[Stored data]
■ ■ ■ ■ ■
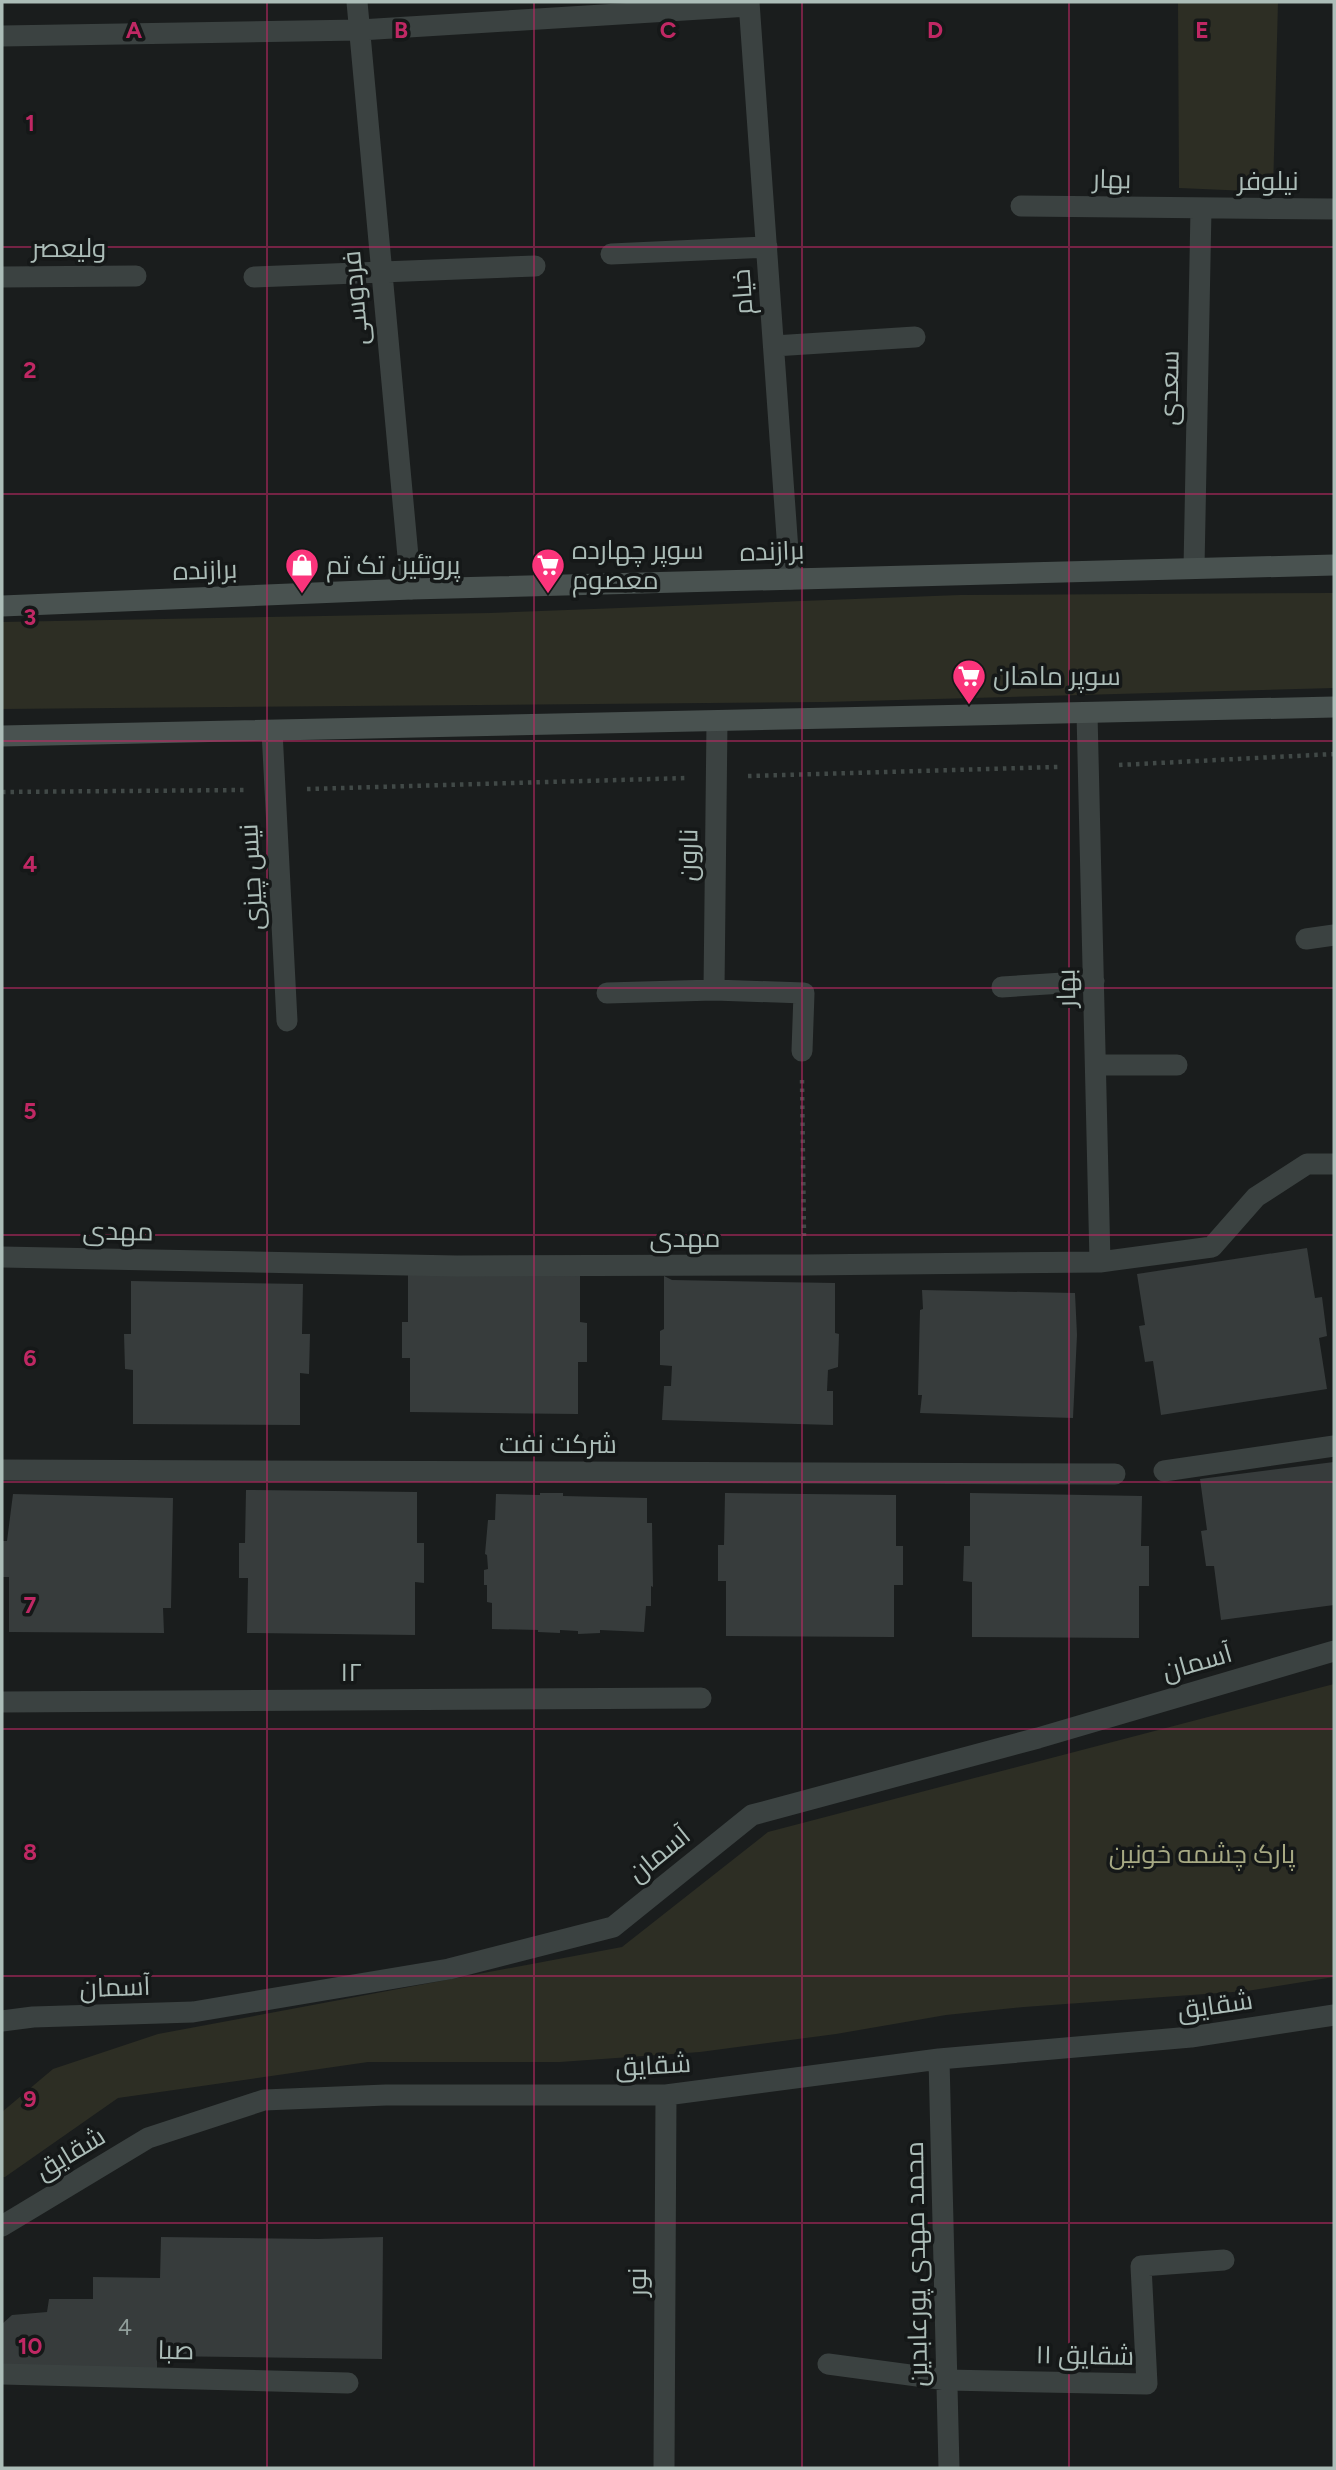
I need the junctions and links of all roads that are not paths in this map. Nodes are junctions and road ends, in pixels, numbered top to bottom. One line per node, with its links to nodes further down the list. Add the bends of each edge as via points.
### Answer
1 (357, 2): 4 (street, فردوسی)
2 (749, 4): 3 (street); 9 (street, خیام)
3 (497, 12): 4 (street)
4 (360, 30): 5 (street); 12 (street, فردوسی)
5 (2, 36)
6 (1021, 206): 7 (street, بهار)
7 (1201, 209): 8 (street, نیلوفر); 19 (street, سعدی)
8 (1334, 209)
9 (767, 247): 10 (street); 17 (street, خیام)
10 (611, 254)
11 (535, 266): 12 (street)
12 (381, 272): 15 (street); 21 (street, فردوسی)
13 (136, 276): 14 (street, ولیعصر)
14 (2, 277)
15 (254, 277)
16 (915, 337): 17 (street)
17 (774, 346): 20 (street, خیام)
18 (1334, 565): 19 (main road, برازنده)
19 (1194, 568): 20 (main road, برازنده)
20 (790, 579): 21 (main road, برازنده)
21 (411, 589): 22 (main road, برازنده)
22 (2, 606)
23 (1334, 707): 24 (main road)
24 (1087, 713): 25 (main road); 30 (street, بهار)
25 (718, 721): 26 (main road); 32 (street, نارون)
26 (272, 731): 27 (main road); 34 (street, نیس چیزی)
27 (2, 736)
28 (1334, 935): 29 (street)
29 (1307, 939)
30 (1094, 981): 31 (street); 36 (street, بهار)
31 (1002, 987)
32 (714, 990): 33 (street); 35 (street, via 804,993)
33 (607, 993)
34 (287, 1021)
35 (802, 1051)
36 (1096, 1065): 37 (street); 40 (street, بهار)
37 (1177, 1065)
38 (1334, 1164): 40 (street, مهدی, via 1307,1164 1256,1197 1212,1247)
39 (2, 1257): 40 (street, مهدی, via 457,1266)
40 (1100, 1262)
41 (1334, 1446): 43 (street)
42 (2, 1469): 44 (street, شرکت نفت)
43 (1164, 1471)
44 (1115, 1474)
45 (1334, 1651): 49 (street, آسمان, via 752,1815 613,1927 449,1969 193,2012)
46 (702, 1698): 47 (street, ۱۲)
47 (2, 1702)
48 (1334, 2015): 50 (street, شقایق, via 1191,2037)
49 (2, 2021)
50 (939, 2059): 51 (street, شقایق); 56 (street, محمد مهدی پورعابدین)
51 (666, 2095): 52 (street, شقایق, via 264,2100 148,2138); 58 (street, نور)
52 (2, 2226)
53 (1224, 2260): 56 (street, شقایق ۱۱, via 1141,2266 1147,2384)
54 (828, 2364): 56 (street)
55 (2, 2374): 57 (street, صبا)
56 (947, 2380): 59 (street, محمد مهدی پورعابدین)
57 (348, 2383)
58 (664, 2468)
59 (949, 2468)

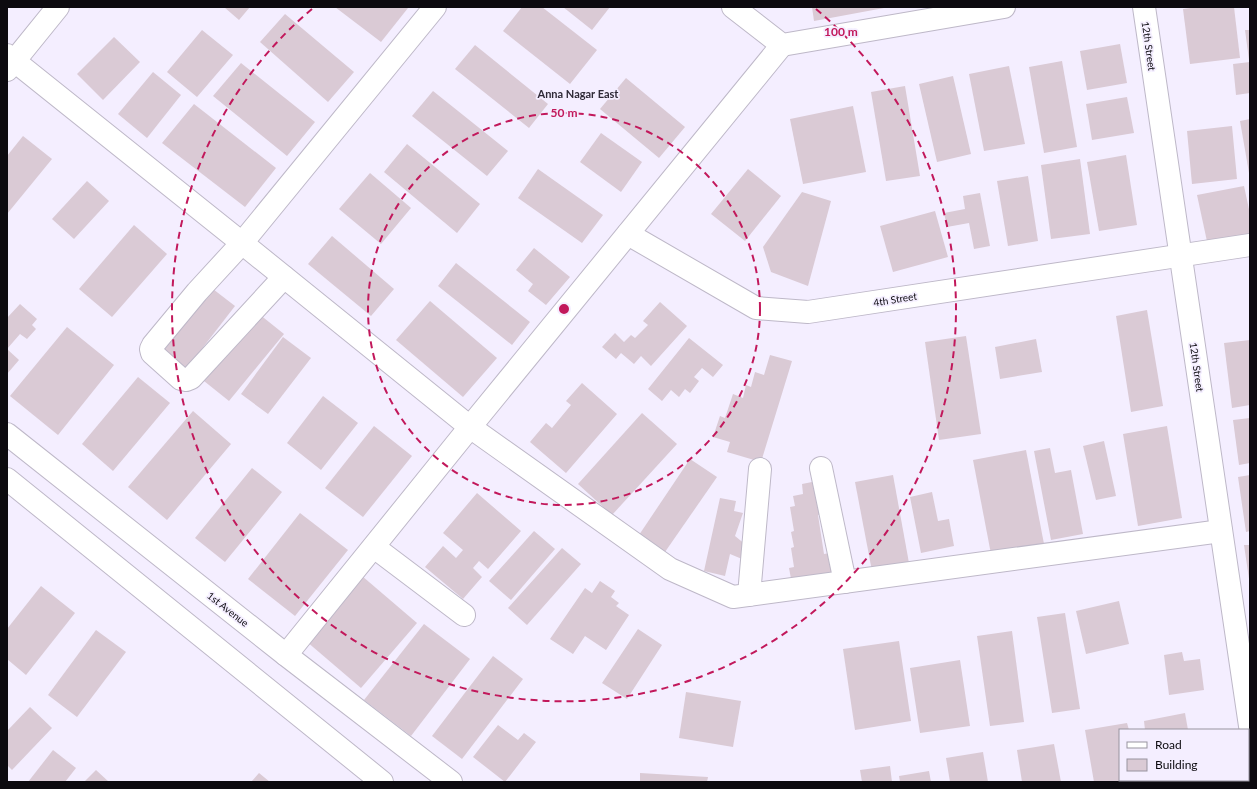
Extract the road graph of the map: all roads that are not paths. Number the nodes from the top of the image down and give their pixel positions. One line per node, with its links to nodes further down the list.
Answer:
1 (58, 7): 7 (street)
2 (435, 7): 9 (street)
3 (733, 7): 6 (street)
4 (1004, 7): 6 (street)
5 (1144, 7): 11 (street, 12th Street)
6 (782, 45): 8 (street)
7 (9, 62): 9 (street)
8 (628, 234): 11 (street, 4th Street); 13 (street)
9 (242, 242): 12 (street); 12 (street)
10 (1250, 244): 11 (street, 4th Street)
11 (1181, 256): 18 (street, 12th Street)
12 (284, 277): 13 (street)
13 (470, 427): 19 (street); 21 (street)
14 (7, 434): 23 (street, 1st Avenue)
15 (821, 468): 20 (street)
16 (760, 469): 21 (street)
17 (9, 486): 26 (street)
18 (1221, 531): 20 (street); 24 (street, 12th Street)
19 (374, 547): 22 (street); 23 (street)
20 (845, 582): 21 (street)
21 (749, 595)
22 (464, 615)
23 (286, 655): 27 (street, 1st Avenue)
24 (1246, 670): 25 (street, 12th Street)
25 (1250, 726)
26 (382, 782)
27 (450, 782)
■ ■ ■ ■ ■
Exercise objective: The records above should be repeated exactly, with no pictures in the copy.

Answer box:
I need the junctions and links of all roads that are not paths in this map. Nodes are junctions and road ends, in pixels, numbered top to bottom. One line per node, with its links to nodes further down the list. Add the bends of each edge as via points.
### Answer
1 (357, 2): 4 (street, فردوسی)
2 (749, 4): 3 (street); 9 (street, خیام)
3 (497, 12): 4 (street)
4 (360, 30): 5 (street); 12 (street, فردوسی)
5 (2, 36)
6 (1021, 206): 7 (street, بهار)
7 (1201, 209): 8 (street, نیلوفر); 19 (street, سعدی)
8 (1334, 209)
9 (767, 247): 10 (street); 17 (street, خیام)
10 (611, 254)
11 (535, 266): 12 (street)
12 (381, 272): 15 (street); 21 (street, فردوسی)
13 (136, 276): 14 (street, ولیعصر)
14 (2, 277)
15 (254, 277)
16 (915, 337): 17 (street)
17 (774, 346): 20 (street, خیام)
18 (1334, 565): 19 (main road, برازنده)
19 (1194, 568): 20 (main road, برازنده)
20 (790, 579): 21 (main road, برازنده)
21 (411, 589): 22 (main road, برازنده)
22 (2, 606)
23 (1334, 707): 24 (main road)
24 (1087, 713): 25 (main road); 30 (street, بهار)
25 (718, 721): 26 (main road); 32 (street, نارون)
26 (272, 731): 27 (main road); 34 (street, نیس چیزی)
27 (2, 736)
28 (1334, 935): 29 (street)
29 (1307, 939)
30 (1094, 981): 31 (street); 36 (street, بهار)
31 (1002, 987)
32 (714, 990): 33 (street); 35 (street, via 804,993)
33 (607, 993)
34 (287, 1021)
35 (802, 1051)
36 (1096, 1065): 37 (street); 40 (street, بهار)
37 (1177, 1065)
38 (1334, 1164): 40 (street, مهدی, via 1307,1164 1256,1197 1212,1247)
39 (2, 1257): 40 (street, مهدی, via 457,1266)
40 (1100, 1262)
41 (1334, 1446): 43 (street)
42 (2, 1469): 44 (street, شرکت نفت)
43 (1164, 1471)
44 (1115, 1474)
45 (1334, 1651): 49 (street, آسمان, via 752,1815 613,1927 449,1969 193,2012)
46 (702, 1698): 47 (street, ۱۲)
47 (2, 1702)
48 (1334, 2015): 50 (street, شقایق, via 1191,2037)
49 (2, 2021)
50 (939, 2059): 51 (street, شقایق); 56 (street, محمد مهدی پورعابدین)
51 (666, 2095): 52 (street, شقایق, via 264,2100 148,2138); 58 (street, نور)
52 (2, 2226)
53 (1224, 2260): 56 (street, شقایق ۱۱, via 1141,2266 1147,2384)
54 (828, 2364): 56 (street)
55 (2, 2374): 57 (street, صبا)
56 (947, 2380): 59 (street, محمد مهدی پورعابدین)
57 (348, 2383)
58 (664, 2468)
59 (949, 2468)

Extract the road graph of the map: all roads that are not paths. Number the nodes from the top of the image down and give their pixel positions. One line per node, with its links to nodes further down the list.
Answer:
1 (58, 7): 7 (street)
2 (435, 7): 9 (street)
3 (733, 7): 6 (street)
4 (1004, 7): 6 (street)
5 (1144, 7): 11 (street, 12th Street)
6 (782, 45): 8 (street)
7 (9, 62): 9 (street)
8 (628, 234): 11 (street, 4th Street); 13 (street)
9 (242, 242): 12 (street); 12 (street)
10 (1250, 244): 11 (street, 4th Street)
11 (1181, 256): 18 (street, 12th Street)
12 (284, 277): 13 (street)
13 (470, 427): 19 (street); 21 (street)
14 (7, 434): 23 (street, 1st Avenue)
15 (821, 468): 20 (street)
16 (760, 469): 21 (street)
17 (9, 486): 26 (street)
18 (1221, 531): 20 (street); 24 (street, 12th Street)
19 (374, 547): 22 (street); 23 (street)
20 (845, 582): 21 (street)
21 (749, 595)
22 (464, 615)
23 (286, 655): 27 (street, 1st Avenue)
24 (1246, 670): 25 (street, 12th Street)
25 (1250, 726)
26 (382, 782)
27 (450, 782)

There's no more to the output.